Opernstar Camilla Kerslake erleidet schwere Verbrennungen nach Laserbehandlung
Heinz-Walter Koch IIOpernstar Camilla Kerslake erleidet schwere Verbrennungen nach Laserbehandlung
Die Opernsängerin Camilla Kerslake hat sich nach einer Laserbehandlung im Wert von 1.000 Pfund zu Wort gemeldet, die ihr Gesicht schwer verbrannt und blutend zurückließ. Die Behandlung, die eigentlich ihre Haut verbessern sollte, verursachte starke Schmerzen und schockierende Verletzungen, die tagelang anhielten. Kerslake, bekannt für ihre Auftritte im Londoner West End, hatte gehofft, mit der Prozedur Hautprobleme nach der Geburt ihres Kindes zu beheben.
Nach der Geburt ihres zweiten Sohnes litt Kerslake unter Hauterschlaffung und Rosacea. Um dem entgegenzuwirken, entschied sie sich für eine CO₂-Laserbehandlung, bei der die oberste Hautschicht abgetragen wird, um das Wachstum neuer Hautzellen anzuregen. Doch der Eingriff war weitaus schmerzhafter als erwartet – sie verglich die Qualen mit einer Geburt ohne Schmerzmittel.
Schon nach wenigen Stunden war ihr Gesicht nicht mehr wiederzuerkennen. Blut und Brandwunden bedeckten ihre Haut, die roh und entzündet zurückblieb. Selbst 24 Stunden später hielten Rötungen und Blutungen an. Trotz des Martyriums schien sich ihr Gesicht nur wenige Tage nach dem Vorfall wieder zu normalisieren.
Unbeirrt von dem Erlebnis besuchte Kerslake kurz darauf die Eröffnungsfeier des Tigermilk Spitalfields. Die Sängerin hatte zuvor ihre Vorliebe für natürliche Geburten betont und ihren zweiten Sohn sogar zu Hause zur Welt bringen wollen.

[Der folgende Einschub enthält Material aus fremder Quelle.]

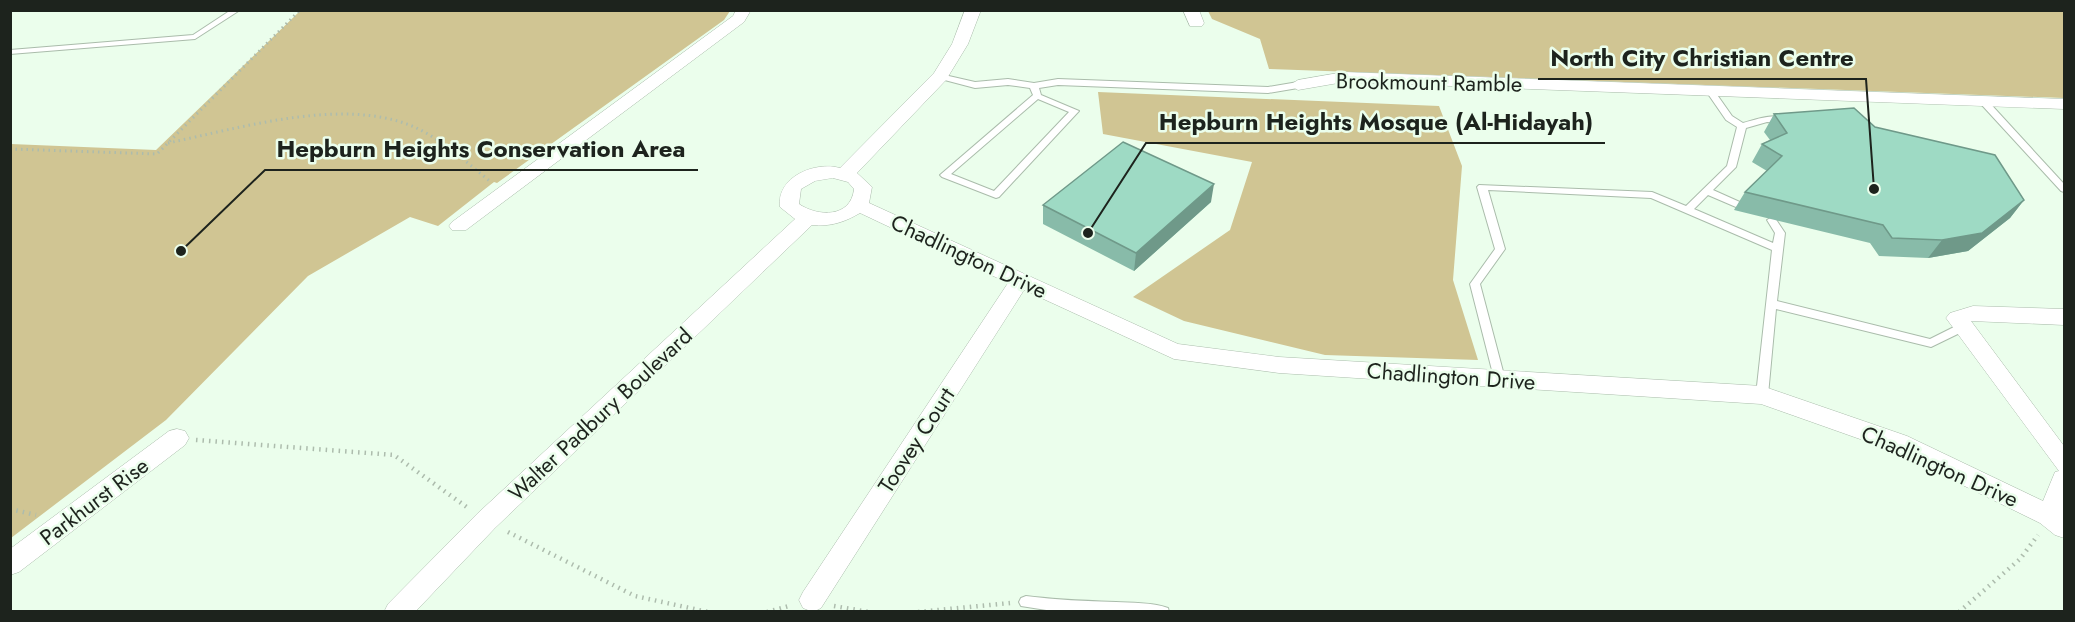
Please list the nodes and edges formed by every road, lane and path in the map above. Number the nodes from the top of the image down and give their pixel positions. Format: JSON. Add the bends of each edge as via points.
{"nodes":[{"id":1,"x":237,"y":10,"type":"edge"},
{"id":2,"x":300,"y":10,"type":"edge"},
{"id":3,"x":744,"y":10,"type":"edge"},
{"id":4,"x":973,"y":10,"type":"edge"},
{"id":5,"x":10,"y":52,"type":"edge"},
{"id":6,"x":940,"y":76,"type":"junction"},
{"id":7,"x":1298,"y":85,"type":"joint"},
{"id":8,"x":1035,"y":86,"type":"junction"},
{"id":9,"x":1710,"y":91,"type":"junction"},
{"id":10,"x":1037,"y":96,"type":"junction"},
{"id":11,"x":1983,"y":101,"type":"junction"},
{"id":12,"x":2064,"y":104,"type":"edge"},
{"id":13,"x":1799,"y":121,"type":"edge"},
{"id":14,"x":1742,"y":126,"type":"junction"},
{"id":15,"x":168,"y":143,"type":"junction"},
{"id":16,"x":10,"y":149,"type":"edge"},
{"id":17,"x":845,"y":174,"type":"junction"},
{"id":18,"x":2064,"y":189,"type":"edge"},
{"id":19,"x":1707,"y":191,"type":"junction"},
{"id":20,"x":506,"y":194,"type":"junction"},
{"id":21,"x":1739,"y":205,"type":"dead end"},
{"id":22,"x":860,"y":206,"type":"junction"},
{"id":23,"x":1688,"y":210,"type":"junction"},
{"id":24,"x":807,"y":219,"type":"junction"},
{"id":25,"x":1773,"y":220,"type":"edge"},
{"id":26,"x":459,"y":226,"type":"dead end"},
{"id":27,"x":1777,"y":248,"type":"junction"},
{"id":28,"x":1020,"y":280,"type":"junction"},
{"id":29,"x":1772,"y":303,"type":"junction"},
{"id":30,"x":2064,"y":317,"type":"edge"},
{"id":31,"x":1964,"y":326,"type":"junction"},
{"id":32,"x":1499,"y":379,"type":"junction"},
{"id":33,"x":1762,"y":395,"type":"junction"},
{"id":34,"x":177,"y":438,"type":"joint"},
{"id":35,"x":2064,"y":463,"type":"edge"},
{"id":36,"x":2064,"y":479,"type":"edge"},
{"id":37,"x":486,"y":521,"type":"junction"},
{"id":38,"x":2057,"y":522,"type":"edge"},
{"id":39,"x":10,"y":564,"type":"edge"},
{"id":40,"x":812,"y":600,"type":"dead end"},
{"id":41,"x":1026,"y":602,"type":"joint"},
{"id":42,"x":397,"y":612,"type":"edge"},
{"id":43,"x":708,"y":612,"type":"edge"},
{"id":44,"x":918,"y":612,"type":"edge"},
{"id":45,"x":1163,"y":612,"type":"edge"},
{"id":46,"x":1959,"y":612,"type":"edge"}],
"edges":[{"from":1,"to":5,"type":"lane","via":[[195,37]]},
{"from":2,"to":15,"type":"path"},
{"from":3,"to":20,"type":"street","via":[[740,19]]},
{"from":4,"to":6,"type":"street","via":[[960,44]]},
{"from":6,"to":8,"type":"lane","via":[[975,85],[1008,82]]},
{"from":6,"to":17,"type":"street"},
{"from":7,"to":8,"type":"lane","via":[[1268,90],[1058,82]]},
{"from":7,"to":9,"type":"street","name":"Brookmount Ramble","via":[[1344,77]]},
{"from":8,"to":10,"type":"lane"},
{"from":9,"to":11,"type":"street","name":"Brookmount Ramble"},
{"from":9,"to":14,"type":"lane","via":[[1729,118]]},
{"from":10,"to":10,"type":"lane","via":[[1029,103],[945,175],[996,195],[1075,111]]},
{"from":11,"to":12,"type":"street","name":"Brookmount Ramble"},
{"from":11,"to":18,"type":"lane"},
{"from":13,"to":14,"type":"lane","via":[[1767,119]]},
{"from":14,"to":19,"type":"lane","via":[[1731,167]]},
{"from":15,"to":16,"type":"path","via":[[157,154]]},
{"from":15,"to":20,"type":"path","via":[[312,117],[353,116],[399,122],[436,139]]},
{"from":17,"to":22,"type":"street","via":[[862,184],[865,192]]},
{"from":17,"to":24,"type":"street","via":[[808,176],[790,191],[790,207]]},
{"from":19,"to":21,"type":"lane"},
{"from":19,"to":23,"type":"lane"},
{"from":20,"to":26,"type":"street"},
{"from":22,"to":24,"type":"street","via":[[839,218]]},
{"from":22,"to":28,"type":"street","name":"Chadlington Drive"},
{"from":23,"to":27,"type":"lane"},
{"from":23,"to":32,"type":"lane","via":[[1652,195],[1482,187],[1500,249],[1475,284]]},
{"from":24,"to":37,"type":"street","name":"Walter Padbury Boulevard"},
{"from":25,"to":27,"type":"lane","via":[[1780,233]]},
{"from":27,"to":29,"type":"lane"},
{"from":28,"to":32,"type":"street","name":"Chadlington Drive","via":[[1174,351],[1279,365]]},
{"from":28,"to":40,"type":"street","name":"Toovey Court"},
{"from":29,"to":31,"type":"lane","via":[[1931,343]]},
{"from":29,"to":33,"type":"lane"},
{"from":30,"to":31,"type":"street","via":[[1973,313],[1957,318]]},
{"from":31,"to":35,"type":"street"},
{"from":32,"to":33,"type":"street","name":"Chadlington Drive"},
{"from":33,"to":38,"type":"street","name":"Chadlington Drive","via":[[1899,443]]},
{"from":34,"to":37,"type":"path","via":[[394,455]]},
{"from":34,"to":39,"type":"street","name":"Parkhurst Rise"},
{"from":36,"to":38,"type":"street"},
{"from":37,"to":42,"type":"street","name":"Walter Padbury Boulevard"},
{"from":37,"to":43,"type":"path","via":[[635,596]]},
{"from":38,"to":46,"type":"path"},
{"from":41,"to":44,"type":"path"},
{"from":41,"to":45,"type":"lane","via":[[1064,608]]}]}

Die Behandlung löste sofortige und schwere Nebenwirkungen aus, doch ihre Haut erholte sich schnell. Kerslakes Erfahrung unterstreicht die Risiken kosmetischer Eingriffe – selbst solcher, die häufig zur Hautverjüngung eingesetzt werden. Ob sie weitere Behandlungen in Anspruch nehmen wird, ließ sie offen.